We can therefore save our clean dataset to reuse it in our visualisation notebook.

In [23]:
# Prepare dataframe for parquet (handles type conversions)
songs_gold_witouht_nan_parquet = prepare_df_for_parquet(songs_gold_witouht_nan)

songs_gold_witouht_nan_parquet.to_parquet(os.path.join(DATA_DIR, "gold", "songs_with_features.parquet"), index=False)


You can find here commented python lines that we wanted to use to fill in the explicit column. As it employs a private API, we decided that dropping the rows was better for this exercise. 

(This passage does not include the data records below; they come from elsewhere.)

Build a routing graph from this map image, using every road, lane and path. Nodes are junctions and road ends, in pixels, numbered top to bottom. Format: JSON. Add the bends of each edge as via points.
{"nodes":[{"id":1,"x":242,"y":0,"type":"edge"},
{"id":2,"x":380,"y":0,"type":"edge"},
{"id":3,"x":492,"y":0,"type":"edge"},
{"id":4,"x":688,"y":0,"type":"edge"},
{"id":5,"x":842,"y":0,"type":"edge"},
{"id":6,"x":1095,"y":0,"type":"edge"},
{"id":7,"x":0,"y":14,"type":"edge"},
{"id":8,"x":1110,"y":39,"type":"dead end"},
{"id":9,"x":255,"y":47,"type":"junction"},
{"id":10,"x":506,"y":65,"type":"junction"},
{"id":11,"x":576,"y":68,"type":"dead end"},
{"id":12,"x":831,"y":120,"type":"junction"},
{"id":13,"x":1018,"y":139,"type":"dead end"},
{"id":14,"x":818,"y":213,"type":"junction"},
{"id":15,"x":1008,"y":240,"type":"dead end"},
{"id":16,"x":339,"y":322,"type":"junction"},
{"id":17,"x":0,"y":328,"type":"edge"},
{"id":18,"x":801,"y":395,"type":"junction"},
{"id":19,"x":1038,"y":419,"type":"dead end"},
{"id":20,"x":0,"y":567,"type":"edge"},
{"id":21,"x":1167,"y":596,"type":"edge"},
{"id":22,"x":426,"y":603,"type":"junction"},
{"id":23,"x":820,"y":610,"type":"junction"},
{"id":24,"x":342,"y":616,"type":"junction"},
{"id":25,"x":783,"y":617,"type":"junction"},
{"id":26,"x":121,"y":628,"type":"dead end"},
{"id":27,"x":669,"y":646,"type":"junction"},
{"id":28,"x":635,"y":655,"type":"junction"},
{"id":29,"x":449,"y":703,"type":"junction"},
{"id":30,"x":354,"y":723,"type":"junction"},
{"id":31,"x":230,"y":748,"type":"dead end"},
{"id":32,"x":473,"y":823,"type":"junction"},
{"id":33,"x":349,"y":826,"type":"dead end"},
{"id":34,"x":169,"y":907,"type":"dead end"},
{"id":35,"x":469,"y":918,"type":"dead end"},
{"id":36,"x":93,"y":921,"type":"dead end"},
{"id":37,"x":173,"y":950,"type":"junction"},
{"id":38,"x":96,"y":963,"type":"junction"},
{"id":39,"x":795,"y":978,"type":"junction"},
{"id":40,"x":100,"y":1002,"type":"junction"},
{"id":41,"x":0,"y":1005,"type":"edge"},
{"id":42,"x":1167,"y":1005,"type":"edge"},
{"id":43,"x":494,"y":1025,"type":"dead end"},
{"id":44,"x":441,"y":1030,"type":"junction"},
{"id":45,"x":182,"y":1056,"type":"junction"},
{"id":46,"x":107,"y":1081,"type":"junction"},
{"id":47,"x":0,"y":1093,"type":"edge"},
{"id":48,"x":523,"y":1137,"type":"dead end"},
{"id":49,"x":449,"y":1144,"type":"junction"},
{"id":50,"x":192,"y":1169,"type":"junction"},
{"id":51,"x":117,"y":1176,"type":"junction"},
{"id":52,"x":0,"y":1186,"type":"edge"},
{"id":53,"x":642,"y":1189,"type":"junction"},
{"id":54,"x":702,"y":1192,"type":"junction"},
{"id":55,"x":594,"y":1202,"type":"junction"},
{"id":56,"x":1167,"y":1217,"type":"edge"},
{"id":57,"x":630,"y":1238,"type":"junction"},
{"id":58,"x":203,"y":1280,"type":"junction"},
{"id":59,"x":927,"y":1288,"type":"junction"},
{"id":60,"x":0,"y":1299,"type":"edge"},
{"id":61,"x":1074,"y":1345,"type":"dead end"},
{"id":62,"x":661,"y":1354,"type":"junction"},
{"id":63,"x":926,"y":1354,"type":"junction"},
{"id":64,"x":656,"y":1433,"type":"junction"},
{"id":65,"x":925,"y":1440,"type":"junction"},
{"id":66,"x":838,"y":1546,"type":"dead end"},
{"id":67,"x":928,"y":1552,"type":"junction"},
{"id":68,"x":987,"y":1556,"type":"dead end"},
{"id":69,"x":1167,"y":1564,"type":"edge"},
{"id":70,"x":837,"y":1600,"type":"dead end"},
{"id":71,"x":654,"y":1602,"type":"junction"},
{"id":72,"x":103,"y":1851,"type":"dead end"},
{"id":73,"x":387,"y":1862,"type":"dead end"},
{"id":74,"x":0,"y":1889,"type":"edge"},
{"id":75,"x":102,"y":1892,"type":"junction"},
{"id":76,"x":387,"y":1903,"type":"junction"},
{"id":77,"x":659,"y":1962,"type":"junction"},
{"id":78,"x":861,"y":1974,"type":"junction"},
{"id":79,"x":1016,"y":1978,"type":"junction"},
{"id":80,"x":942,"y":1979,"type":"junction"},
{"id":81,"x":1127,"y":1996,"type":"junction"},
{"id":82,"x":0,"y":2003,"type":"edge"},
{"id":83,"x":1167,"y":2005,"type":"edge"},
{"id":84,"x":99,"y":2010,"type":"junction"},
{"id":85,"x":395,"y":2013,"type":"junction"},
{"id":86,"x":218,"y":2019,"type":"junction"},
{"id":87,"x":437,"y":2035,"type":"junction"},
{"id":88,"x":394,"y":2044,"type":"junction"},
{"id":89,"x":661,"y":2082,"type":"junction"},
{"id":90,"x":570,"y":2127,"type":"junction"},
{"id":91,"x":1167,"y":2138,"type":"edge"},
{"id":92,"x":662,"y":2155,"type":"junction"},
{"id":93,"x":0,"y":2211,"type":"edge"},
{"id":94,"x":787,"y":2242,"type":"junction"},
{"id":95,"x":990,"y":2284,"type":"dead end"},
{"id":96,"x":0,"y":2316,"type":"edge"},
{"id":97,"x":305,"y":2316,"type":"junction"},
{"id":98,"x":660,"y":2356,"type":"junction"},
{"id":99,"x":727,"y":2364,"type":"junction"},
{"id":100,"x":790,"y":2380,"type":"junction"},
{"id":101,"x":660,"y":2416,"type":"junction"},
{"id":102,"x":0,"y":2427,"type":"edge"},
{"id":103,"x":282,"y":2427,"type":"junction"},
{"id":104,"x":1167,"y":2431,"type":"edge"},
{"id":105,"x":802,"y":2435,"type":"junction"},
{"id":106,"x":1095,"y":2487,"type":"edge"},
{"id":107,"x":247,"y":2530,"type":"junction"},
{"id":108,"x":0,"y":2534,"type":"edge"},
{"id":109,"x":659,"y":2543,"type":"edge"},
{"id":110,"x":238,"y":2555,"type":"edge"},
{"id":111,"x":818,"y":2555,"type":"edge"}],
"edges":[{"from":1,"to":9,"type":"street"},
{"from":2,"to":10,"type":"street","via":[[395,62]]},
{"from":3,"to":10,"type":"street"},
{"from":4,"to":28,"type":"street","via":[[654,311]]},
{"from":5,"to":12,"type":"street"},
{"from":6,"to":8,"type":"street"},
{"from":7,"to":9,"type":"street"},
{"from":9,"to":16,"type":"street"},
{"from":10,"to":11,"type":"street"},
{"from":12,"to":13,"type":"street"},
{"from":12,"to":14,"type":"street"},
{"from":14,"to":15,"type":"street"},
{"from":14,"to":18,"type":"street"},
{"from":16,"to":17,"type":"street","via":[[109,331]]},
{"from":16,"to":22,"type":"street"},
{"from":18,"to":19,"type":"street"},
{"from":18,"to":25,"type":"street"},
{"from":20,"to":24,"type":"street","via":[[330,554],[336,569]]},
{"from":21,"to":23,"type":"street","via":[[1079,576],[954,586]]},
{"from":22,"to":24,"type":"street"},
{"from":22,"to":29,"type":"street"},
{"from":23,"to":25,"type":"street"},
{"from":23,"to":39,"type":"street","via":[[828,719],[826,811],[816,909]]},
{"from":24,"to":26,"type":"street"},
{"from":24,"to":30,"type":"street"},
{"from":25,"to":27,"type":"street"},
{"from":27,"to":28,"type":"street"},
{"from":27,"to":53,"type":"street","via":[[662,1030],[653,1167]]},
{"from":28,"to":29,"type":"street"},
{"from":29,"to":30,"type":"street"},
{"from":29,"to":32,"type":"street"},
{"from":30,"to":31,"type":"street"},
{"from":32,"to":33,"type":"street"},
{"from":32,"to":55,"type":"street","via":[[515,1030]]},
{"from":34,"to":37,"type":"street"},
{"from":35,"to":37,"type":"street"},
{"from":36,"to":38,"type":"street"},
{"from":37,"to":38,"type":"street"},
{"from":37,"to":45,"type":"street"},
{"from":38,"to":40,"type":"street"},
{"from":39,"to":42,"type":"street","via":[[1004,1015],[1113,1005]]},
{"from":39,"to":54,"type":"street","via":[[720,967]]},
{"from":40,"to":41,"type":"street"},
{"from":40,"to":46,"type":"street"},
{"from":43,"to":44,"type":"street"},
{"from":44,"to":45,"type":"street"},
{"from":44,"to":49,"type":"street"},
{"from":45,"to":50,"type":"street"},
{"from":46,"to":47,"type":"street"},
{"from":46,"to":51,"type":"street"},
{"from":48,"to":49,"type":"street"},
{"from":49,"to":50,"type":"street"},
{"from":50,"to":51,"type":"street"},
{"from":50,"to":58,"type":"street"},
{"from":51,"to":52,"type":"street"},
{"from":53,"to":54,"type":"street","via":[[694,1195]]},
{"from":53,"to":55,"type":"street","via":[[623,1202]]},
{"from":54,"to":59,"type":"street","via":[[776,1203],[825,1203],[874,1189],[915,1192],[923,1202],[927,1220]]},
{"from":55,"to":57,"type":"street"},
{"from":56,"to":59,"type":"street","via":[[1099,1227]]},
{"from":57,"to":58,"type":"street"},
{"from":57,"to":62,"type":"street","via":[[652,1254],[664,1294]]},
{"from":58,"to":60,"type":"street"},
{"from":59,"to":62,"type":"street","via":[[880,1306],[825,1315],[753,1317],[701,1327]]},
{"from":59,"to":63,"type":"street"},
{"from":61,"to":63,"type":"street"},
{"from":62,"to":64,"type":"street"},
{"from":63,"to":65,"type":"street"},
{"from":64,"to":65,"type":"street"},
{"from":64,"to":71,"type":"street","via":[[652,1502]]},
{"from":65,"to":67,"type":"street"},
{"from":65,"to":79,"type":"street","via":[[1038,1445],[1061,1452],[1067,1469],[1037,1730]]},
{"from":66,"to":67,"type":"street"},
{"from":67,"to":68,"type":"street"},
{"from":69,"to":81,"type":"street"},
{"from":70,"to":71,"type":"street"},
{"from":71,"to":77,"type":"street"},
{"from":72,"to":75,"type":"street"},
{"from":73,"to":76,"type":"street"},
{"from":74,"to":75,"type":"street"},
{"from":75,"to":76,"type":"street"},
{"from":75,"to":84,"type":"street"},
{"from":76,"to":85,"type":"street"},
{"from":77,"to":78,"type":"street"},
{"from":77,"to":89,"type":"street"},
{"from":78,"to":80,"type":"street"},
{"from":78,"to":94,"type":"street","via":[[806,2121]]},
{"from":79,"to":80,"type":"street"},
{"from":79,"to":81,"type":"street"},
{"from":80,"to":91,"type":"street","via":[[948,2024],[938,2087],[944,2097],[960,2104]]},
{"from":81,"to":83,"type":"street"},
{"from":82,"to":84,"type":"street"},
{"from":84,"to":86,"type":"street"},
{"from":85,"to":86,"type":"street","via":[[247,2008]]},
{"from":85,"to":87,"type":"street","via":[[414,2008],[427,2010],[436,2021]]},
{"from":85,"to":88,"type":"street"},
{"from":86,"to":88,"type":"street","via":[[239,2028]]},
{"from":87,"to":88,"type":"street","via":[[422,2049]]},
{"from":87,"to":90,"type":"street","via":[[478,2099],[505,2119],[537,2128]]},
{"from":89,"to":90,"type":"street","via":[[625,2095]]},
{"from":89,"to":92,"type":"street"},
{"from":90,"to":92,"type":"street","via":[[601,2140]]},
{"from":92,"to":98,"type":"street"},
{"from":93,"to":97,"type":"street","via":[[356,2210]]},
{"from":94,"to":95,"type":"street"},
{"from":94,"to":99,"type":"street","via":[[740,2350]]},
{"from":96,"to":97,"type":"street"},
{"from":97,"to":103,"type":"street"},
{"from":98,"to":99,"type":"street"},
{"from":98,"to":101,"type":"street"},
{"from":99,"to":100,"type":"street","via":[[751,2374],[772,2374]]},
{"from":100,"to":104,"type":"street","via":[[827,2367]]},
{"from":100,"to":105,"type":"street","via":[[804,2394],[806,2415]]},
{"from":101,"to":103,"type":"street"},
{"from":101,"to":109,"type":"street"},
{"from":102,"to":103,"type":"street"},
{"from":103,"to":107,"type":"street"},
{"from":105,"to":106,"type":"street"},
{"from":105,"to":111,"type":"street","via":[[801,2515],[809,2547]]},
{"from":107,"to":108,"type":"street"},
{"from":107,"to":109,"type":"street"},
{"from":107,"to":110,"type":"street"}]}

However, we wanted to keep our solution for the record, in case this analysis is used again in the future.

In [24]:
# # Uncomment to use Gemini to enrich explicit values
# from data_cleaning.artist_mapping import (
#     get_unique_ids_from_column,
#     get_all_combinations,
#     get_artist_to_id,
#     update_id_artists_with_mapping,
# )
# from data_cleaning.explicit_enrichment import (
#     gemini_check_if_explicit,
#     enrich_explicit_via_gemini,
# )

In [25]:
# Functions moved to data_cleaning.artist_mapping module
# (get_all_combinations, get_artist_to_id, update_id_artists_with_mapping)